── Data shown
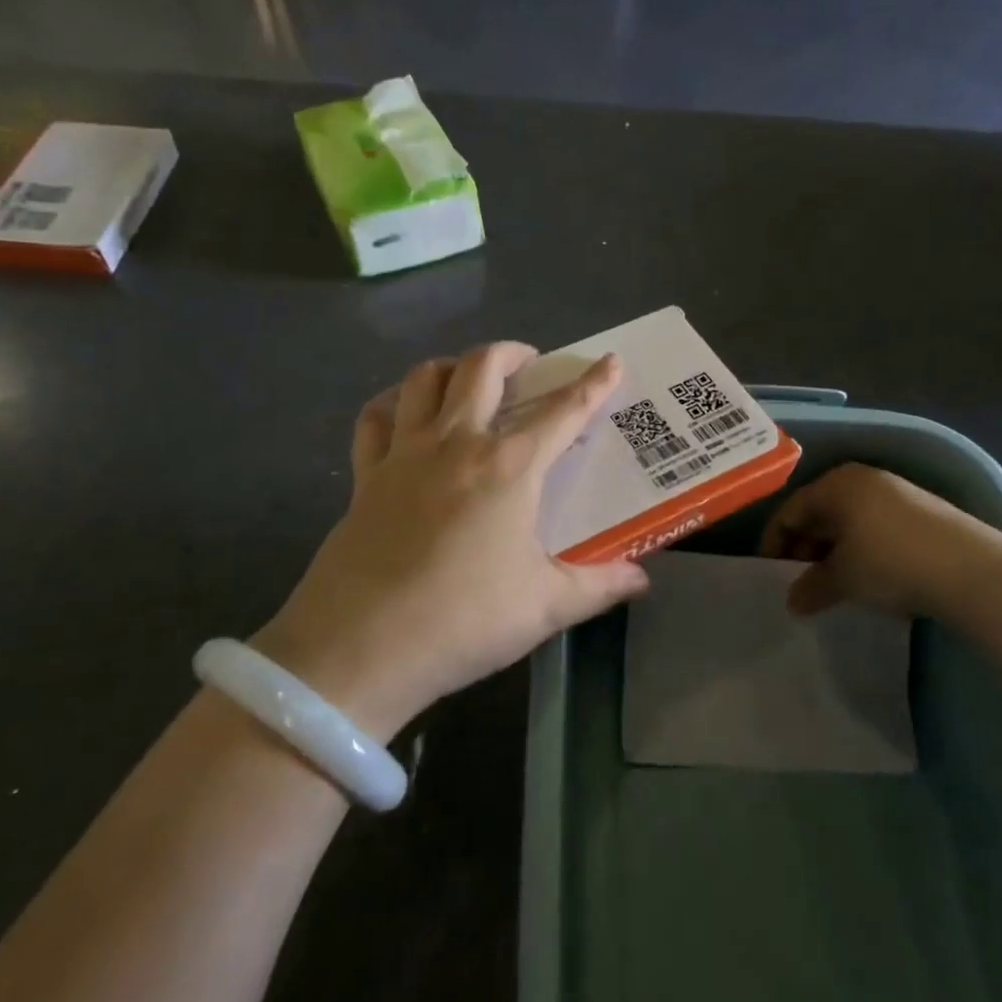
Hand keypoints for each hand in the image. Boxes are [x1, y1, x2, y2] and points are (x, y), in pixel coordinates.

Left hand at [253, 343, 649, 739]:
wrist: (360, 648)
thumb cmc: (463, 621)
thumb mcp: (544, 607)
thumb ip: (598, 586)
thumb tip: (641, 579)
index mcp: (509, 467)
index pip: (562, 411)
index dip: (592, 384)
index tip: (610, 362)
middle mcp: (457, 444)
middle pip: (482, 368)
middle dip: (512, 353)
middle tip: (529, 364)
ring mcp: (404, 454)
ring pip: (424, 378)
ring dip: (453, 367)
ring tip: (470, 380)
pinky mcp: (366, 476)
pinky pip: (375, 418)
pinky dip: (394, 403)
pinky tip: (404, 413)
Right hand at [760, 464, 1001, 619]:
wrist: (974, 570)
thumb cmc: (891, 563)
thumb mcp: (843, 579)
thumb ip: (811, 587)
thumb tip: (793, 602)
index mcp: (835, 484)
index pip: (790, 510)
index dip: (773, 542)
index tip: (769, 573)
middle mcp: (862, 479)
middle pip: (819, 512)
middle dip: (804, 547)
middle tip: (798, 580)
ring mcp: (895, 493)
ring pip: (848, 520)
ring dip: (833, 550)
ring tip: (831, 583)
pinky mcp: (921, 511)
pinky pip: (874, 526)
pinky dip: (860, 548)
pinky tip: (867, 575)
────
Try it
Copy exactly the lines from the one with "pinky pip: (375, 418)" down to the last line of the records above, and leave out everything else.

Exercise solution
pinky pip: (375, 418)
pinky dip: (394, 403)
pinky tip: (404, 413)
Right hand at [760, 464, 1001, 619]:
wrist: (974, 570)
thumb cmc: (891, 563)
thumb mcp: (843, 579)
thumb ip: (811, 587)
thumb tip: (793, 602)
index mcp: (835, 484)
index pip: (790, 510)
index dip: (773, 542)
index tip: (769, 573)
middle mcp: (862, 479)
middle pip: (819, 512)
middle dip: (804, 547)
middle tip: (798, 580)
ring mcp: (895, 493)
ring pip: (848, 520)
ring dip: (833, 550)
ring tip: (831, 583)
pinky mcp: (921, 511)
pinky pip: (874, 526)
pinky dip: (860, 548)
pinky tip: (867, 575)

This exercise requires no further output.